■ **Task to complete**:
Scan the material for the word "Karim" and return every matching line.

■ **Data to process**:
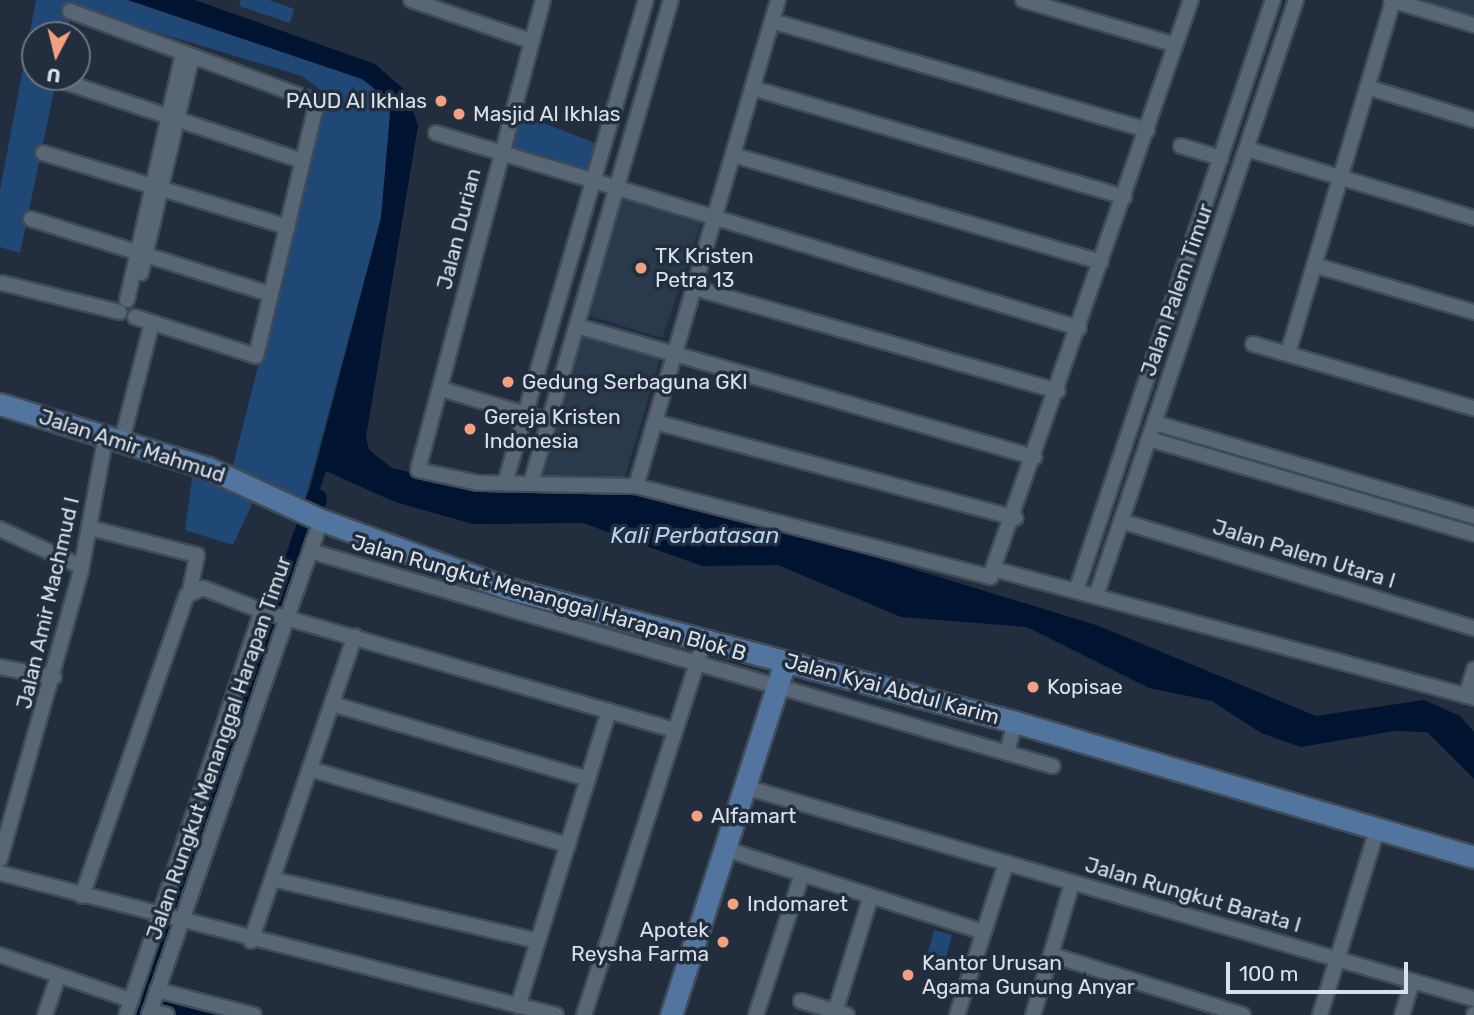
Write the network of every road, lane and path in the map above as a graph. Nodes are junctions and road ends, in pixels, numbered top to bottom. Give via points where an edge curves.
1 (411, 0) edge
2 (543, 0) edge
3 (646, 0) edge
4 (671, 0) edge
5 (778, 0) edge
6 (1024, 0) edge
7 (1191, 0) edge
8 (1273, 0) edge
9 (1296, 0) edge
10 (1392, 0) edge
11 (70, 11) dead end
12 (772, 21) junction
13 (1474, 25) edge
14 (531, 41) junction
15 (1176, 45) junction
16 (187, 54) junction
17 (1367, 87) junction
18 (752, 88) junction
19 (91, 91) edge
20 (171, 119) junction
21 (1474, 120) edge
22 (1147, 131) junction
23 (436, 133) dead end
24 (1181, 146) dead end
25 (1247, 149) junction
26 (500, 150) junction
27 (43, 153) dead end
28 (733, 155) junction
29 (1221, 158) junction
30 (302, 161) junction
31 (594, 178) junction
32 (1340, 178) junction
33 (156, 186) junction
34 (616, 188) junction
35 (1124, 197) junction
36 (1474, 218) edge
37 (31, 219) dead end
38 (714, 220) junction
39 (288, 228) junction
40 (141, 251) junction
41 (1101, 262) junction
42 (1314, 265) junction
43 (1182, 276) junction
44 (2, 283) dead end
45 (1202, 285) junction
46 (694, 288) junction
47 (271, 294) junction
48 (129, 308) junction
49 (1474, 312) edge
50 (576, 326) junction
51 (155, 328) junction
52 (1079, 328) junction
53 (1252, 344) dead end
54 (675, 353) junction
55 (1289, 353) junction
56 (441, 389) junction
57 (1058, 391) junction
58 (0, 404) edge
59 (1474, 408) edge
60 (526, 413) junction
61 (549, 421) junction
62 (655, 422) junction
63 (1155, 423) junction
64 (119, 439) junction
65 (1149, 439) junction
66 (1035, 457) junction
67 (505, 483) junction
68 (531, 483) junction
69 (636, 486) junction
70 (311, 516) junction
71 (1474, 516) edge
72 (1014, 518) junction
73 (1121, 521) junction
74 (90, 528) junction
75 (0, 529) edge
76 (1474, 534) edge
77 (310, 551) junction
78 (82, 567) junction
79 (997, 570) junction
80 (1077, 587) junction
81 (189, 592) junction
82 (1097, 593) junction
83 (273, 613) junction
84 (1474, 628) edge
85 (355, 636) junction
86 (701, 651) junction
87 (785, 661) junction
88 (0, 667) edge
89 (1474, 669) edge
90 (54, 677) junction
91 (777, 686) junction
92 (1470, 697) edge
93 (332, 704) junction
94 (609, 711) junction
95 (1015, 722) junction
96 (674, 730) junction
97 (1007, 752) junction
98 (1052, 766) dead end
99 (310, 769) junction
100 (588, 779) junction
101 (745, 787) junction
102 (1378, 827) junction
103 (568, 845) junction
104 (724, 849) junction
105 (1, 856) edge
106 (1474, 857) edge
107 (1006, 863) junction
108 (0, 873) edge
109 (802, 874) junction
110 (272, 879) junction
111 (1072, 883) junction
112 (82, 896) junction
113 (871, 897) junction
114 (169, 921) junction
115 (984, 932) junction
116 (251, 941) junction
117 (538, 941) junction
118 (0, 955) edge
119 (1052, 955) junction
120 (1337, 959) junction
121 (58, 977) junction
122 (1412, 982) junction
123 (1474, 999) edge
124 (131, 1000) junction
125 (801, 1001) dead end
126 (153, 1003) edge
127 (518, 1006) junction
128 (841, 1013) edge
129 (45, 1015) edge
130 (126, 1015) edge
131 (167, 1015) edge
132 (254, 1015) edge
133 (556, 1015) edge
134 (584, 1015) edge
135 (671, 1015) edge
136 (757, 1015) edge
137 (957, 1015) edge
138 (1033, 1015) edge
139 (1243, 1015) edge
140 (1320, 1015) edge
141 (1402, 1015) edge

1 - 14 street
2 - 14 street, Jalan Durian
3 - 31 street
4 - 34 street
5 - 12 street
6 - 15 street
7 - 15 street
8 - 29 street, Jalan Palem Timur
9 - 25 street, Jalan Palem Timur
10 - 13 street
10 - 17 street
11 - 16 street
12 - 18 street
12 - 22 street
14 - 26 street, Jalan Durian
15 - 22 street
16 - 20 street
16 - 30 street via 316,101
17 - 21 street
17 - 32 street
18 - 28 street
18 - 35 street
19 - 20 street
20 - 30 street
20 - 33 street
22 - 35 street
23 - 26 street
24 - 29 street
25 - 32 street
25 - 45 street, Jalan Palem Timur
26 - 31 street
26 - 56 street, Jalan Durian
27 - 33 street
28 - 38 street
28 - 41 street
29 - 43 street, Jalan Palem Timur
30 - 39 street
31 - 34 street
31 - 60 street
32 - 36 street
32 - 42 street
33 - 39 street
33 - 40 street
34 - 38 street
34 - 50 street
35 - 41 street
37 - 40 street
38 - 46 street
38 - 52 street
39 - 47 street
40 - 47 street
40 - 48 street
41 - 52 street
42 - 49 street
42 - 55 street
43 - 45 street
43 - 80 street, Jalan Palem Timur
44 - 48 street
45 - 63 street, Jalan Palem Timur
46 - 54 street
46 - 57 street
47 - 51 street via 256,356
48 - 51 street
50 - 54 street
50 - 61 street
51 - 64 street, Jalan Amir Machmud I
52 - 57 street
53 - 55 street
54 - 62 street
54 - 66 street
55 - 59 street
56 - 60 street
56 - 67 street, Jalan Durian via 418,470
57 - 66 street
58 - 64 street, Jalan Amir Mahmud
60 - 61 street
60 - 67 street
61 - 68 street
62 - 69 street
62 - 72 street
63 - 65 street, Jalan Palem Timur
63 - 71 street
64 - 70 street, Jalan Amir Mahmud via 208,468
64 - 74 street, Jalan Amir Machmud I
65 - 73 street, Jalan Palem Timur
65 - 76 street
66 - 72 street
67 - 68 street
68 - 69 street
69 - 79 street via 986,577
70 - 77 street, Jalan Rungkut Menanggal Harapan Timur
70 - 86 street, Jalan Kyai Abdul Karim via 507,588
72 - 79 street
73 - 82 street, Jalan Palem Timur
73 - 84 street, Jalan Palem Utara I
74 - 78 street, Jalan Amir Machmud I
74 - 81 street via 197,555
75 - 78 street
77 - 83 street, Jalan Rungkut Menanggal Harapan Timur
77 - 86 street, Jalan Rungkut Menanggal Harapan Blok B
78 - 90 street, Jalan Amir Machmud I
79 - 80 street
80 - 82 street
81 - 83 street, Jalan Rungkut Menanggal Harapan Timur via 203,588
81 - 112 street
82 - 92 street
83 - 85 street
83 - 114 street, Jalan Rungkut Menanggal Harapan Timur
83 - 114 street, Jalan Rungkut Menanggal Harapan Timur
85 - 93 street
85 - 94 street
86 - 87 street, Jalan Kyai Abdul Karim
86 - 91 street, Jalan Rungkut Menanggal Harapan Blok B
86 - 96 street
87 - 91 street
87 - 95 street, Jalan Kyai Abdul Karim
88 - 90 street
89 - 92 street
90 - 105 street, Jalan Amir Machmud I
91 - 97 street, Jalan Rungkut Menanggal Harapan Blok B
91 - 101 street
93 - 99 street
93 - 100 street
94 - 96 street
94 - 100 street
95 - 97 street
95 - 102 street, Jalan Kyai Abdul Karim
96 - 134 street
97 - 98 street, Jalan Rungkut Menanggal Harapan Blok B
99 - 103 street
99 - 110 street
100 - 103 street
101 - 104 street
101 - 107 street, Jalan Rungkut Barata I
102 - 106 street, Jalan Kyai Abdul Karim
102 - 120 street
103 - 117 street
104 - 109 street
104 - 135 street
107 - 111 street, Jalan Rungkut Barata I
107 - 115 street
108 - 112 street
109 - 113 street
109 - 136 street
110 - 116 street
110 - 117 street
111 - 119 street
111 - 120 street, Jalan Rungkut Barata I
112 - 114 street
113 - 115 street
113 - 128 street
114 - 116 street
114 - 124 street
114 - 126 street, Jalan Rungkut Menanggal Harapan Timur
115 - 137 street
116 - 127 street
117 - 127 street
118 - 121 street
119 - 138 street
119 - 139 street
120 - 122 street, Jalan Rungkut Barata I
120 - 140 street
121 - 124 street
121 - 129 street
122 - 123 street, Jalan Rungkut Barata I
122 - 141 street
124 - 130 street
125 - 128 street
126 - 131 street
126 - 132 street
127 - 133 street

■ **The completed task**:
70 - 86 street, Jalan Kyai Abdul Karim via 507,588
86 - 87 street, Jalan Kyai Abdul Karim
87 - 95 street, Jalan Kyai Abdul Karim
95 - 102 street, Jalan Kyai Abdul Karim
102 - 106 street, Jalan Kyai Abdul Karim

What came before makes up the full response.